Only the lines from the one containing "thumb mcp: (270, 132)" through the end of the listing belong in the answer, repeated exactly, with no pictures.

• DATA LISTING:
━━━━━━

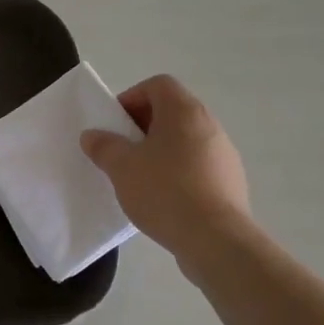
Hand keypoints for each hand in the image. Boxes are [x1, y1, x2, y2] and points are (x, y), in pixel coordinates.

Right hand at [81, 75, 250, 266]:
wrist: (215, 239)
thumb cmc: (165, 191)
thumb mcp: (121, 167)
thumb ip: (104, 146)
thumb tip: (92, 135)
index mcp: (184, 112)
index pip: (158, 85)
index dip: (132, 97)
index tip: (115, 124)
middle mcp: (209, 125)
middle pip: (172, 112)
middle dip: (142, 127)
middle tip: (122, 151)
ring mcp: (224, 154)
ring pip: (185, 140)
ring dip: (160, 151)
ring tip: (140, 178)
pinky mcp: (230, 182)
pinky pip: (198, 166)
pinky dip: (178, 173)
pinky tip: (163, 199)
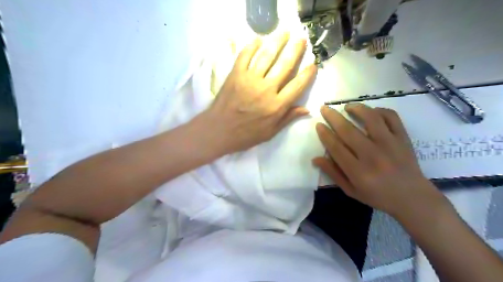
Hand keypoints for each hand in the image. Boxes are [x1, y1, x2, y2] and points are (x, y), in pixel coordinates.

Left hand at [202, 34, 314, 154]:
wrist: (219, 131)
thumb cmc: (246, 135)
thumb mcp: (270, 132)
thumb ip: (288, 118)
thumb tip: (307, 109)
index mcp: (277, 105)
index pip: (297, 85)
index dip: (307, 74)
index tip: (313, 64)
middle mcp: (266, 89)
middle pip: (285, 65)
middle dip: (295, 51)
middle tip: (302, 39)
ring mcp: (250, 80)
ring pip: (267, 56)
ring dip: (277, 42)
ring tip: (285, 33)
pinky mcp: (236, 74)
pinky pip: (245, 56)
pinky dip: (251, 46)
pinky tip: (258, 39)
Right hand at [313, 104, 442, 216]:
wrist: (413, 198)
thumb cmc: (378, 196)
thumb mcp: (351, 190)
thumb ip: (333, 173)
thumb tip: (315, 158)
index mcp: (358, 171)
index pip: (336, 147)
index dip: (325, 134)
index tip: (318, 125)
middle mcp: (372, 155)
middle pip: (348, 130)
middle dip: (333, 117)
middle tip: (325, 108)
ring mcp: (390, 145)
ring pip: (370, 118)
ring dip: (356, 108)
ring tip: (347, 106)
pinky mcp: (403, 138)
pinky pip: (391, 117)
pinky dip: (380, 111)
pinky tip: (371, 112)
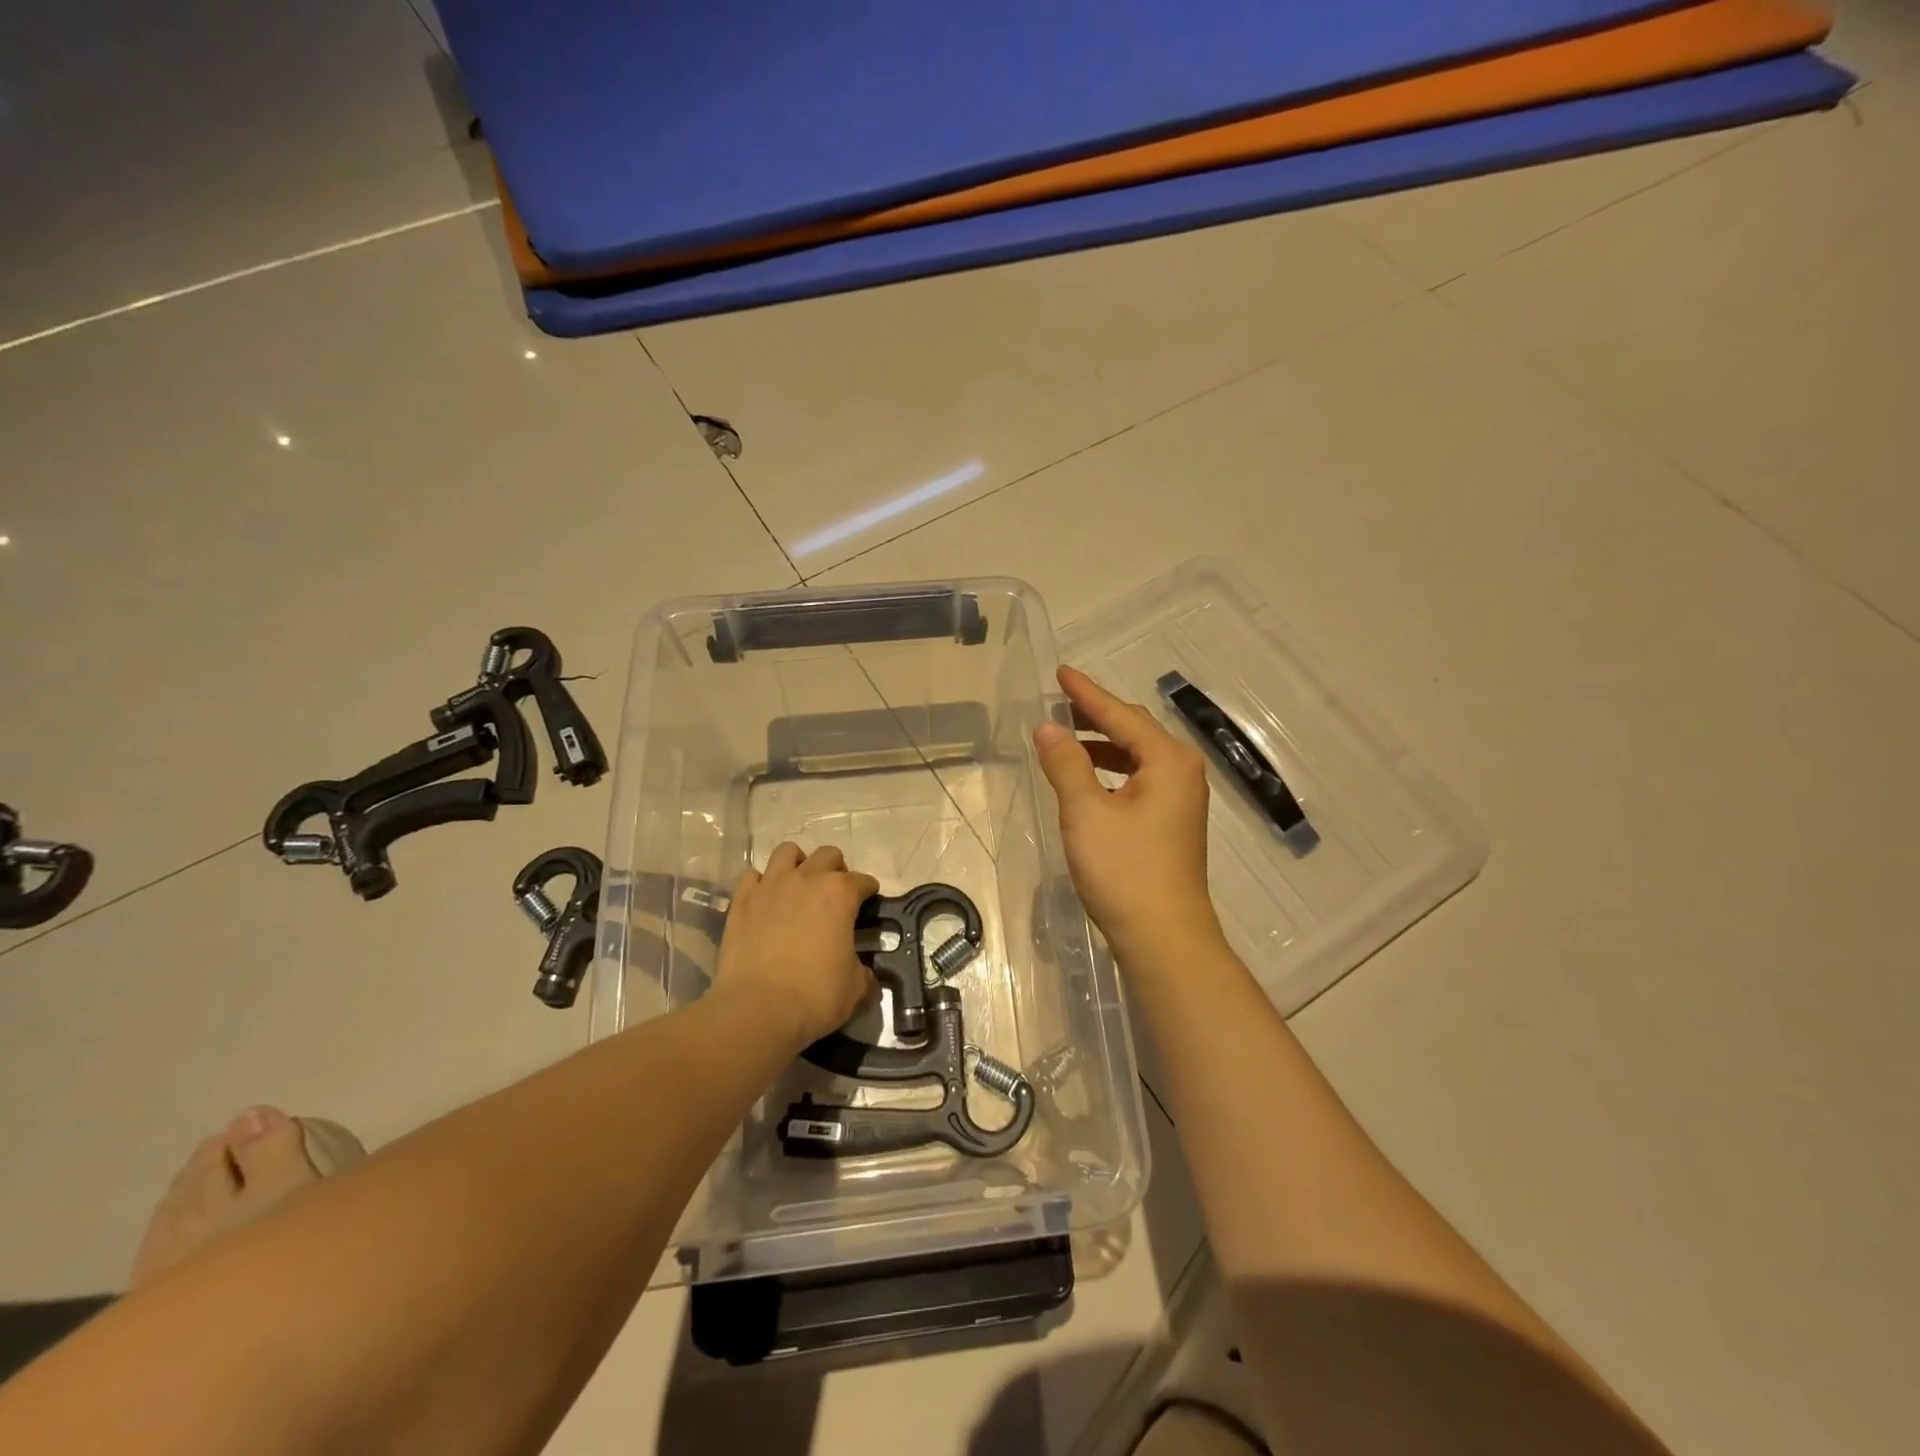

━━━━━━

• RESPONSE FOR THIS EXERCISE:
thumb mcp: (270, 132)
thumb ip: (288, 118)
thumb tip: (307, 109)
index mcp: (277, 105)
index pip: (297, 85)
index dip: (307, 74)
index tip: (313, 64)
middle mcp: (266, 89)
middle pip: (285, 65)
middle dip: (295, 51)
middle tip: (302, 39)
ring mcp: (250, 80)
ring pip: (267, 56)
ring dip: (277, 42)
ring tip: (285, 33)
pinky mcp: (236, 74)
pinky pip: (245, 56)
pinky dip: (251, 46)
pinky tip: (258, 39)
Right hand at [313, 104, 442, 216]:
wrist: (413, 198)
thumb cmc: (378, 196)
thumb mcp: (351, 190)
thumb ip: (333, 173)
thumb tip: (315, 158)
index mcp: (358, 171)
index pip: (336, 147)
index dip: (325, 134)
index tip: (318, 125)
middle mcp: (372, 155)
middle pip: (348, 130)
middle dip: (333, 117)
middle tip: (325, 108)
ring mcp: (390, 145)
ring pip: (370, 118)
ring dip: (356, 108)
ring tip: (347, 106)
pinky mcp: (403, 138)
pinky pip: (391, 117)
pinky dip: (380, 111)
pinky tip: (371, 112)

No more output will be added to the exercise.